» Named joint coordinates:
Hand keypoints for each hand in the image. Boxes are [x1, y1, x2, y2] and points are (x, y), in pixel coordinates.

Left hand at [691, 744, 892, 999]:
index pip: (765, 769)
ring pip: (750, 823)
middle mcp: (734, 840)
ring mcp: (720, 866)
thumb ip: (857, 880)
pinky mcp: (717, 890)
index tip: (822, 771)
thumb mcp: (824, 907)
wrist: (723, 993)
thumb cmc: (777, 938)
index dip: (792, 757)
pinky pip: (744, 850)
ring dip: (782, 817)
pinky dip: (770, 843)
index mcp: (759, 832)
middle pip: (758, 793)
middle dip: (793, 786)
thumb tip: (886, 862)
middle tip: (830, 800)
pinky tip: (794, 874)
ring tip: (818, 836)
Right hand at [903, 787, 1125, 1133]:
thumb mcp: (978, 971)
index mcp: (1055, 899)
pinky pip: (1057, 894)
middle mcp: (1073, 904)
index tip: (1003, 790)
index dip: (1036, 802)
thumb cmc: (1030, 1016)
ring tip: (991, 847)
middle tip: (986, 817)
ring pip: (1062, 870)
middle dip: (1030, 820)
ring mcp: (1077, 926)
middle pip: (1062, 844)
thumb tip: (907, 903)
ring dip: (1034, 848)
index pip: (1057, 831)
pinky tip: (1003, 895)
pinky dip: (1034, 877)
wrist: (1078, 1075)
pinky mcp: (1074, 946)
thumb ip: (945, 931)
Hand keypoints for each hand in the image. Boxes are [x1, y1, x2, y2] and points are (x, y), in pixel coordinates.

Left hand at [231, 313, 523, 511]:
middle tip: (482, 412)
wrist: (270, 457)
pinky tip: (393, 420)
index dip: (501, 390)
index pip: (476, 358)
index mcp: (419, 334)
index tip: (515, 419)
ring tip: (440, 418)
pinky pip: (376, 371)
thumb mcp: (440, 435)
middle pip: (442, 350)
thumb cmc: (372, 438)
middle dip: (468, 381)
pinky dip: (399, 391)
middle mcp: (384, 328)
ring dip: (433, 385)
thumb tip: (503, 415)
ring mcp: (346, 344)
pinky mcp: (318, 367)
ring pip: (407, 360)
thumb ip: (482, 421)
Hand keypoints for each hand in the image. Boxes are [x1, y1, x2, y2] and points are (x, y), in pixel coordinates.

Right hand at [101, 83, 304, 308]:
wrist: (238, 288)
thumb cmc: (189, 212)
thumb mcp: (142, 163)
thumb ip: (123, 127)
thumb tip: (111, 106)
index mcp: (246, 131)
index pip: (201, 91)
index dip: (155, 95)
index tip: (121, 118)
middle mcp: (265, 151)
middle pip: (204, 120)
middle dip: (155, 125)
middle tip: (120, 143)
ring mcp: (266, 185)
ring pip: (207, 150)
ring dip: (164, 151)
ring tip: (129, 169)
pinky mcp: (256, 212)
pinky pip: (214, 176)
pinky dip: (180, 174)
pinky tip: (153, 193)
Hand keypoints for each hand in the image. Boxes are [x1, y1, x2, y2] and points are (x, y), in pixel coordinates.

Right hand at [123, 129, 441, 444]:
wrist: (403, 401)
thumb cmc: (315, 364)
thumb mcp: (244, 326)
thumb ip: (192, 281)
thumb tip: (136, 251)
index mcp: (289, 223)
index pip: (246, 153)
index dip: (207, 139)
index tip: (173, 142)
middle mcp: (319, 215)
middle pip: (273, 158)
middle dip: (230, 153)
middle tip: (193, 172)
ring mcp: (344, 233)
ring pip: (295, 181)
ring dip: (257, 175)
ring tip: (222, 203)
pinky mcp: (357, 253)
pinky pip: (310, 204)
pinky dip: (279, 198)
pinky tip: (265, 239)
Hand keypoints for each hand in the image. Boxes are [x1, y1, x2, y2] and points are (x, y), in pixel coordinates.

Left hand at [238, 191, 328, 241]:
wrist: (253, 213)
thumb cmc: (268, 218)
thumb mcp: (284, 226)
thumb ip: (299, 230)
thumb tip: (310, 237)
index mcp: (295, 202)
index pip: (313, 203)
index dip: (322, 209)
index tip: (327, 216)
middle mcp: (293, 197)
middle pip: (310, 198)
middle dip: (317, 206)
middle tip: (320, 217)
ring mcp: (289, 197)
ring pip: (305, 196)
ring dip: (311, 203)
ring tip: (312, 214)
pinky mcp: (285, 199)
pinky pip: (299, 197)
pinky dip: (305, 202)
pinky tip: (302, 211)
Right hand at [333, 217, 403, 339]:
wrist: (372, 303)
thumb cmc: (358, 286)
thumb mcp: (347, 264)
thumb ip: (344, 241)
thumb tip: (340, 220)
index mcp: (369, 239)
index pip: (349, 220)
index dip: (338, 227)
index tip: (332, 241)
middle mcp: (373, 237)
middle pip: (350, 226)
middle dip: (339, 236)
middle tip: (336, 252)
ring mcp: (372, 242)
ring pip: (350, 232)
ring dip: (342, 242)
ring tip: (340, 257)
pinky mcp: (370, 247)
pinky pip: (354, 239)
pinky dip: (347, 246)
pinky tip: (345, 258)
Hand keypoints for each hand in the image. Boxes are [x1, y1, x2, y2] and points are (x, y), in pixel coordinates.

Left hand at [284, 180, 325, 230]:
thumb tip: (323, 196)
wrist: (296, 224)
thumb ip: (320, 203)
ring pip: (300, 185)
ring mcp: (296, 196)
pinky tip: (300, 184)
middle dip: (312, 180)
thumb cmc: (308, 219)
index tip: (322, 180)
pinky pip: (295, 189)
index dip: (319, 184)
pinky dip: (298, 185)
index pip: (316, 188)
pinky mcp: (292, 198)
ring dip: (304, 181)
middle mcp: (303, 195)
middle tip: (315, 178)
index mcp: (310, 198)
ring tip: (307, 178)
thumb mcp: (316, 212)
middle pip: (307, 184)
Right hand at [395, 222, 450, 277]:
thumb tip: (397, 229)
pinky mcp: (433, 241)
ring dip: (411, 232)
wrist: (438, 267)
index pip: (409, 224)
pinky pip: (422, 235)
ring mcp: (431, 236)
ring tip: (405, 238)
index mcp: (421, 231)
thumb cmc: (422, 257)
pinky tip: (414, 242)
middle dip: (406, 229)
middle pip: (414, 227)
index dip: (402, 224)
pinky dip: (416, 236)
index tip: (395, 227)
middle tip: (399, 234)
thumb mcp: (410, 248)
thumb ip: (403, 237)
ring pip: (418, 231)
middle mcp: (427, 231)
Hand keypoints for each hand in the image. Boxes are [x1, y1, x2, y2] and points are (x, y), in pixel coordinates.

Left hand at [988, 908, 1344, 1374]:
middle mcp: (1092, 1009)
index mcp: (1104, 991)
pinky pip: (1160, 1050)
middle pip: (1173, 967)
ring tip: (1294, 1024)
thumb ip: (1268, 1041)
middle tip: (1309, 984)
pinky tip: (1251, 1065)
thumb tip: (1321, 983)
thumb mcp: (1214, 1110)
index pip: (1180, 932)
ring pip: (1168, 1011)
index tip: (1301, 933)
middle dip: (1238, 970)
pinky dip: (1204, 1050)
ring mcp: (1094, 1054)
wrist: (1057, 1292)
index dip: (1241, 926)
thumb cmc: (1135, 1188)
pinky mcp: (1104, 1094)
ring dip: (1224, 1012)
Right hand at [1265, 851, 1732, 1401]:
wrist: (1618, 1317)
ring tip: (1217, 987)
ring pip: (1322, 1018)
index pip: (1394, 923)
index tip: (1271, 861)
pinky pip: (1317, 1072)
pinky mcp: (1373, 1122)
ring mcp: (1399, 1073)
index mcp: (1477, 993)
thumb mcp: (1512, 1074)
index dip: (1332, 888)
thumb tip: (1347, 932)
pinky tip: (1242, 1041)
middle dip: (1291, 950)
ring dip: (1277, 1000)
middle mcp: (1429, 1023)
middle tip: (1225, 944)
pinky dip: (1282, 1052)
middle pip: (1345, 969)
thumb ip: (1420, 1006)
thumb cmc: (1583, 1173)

» EXERCISE GOAL: Above are the entries. Copy exactly the part that opens with the line containing "ring pip: (295, 181)" and closes with the line containing "index tip: (327, 216)", and no more.

» RESPONSE TO THE TASK:
ring pip: (295, 181)
ring dip: (257, 175)
ring tip: (222, 203)
pinky mcp: (357, 253)
pinky pip: (310, 204)
pinky dip: (279, 198)
pinky tip: (265, 239)
Hand keypoints for each hand in the image. Boxes are [x1, y1, x2, y2] and points are (x, y), in pixel coordinates.

Left hand at [238, 191, 328, 241]:
wrist: (253, 213)
thumb cmc: (268, 218)
thumb mcp: (284, 226)
thumb ip: (299, 230)
thumb tip: (310, 237)
index mcp: (295, 202)
index pip: (313, 203)
index dip: (322, 209)
index tip: (327, 216)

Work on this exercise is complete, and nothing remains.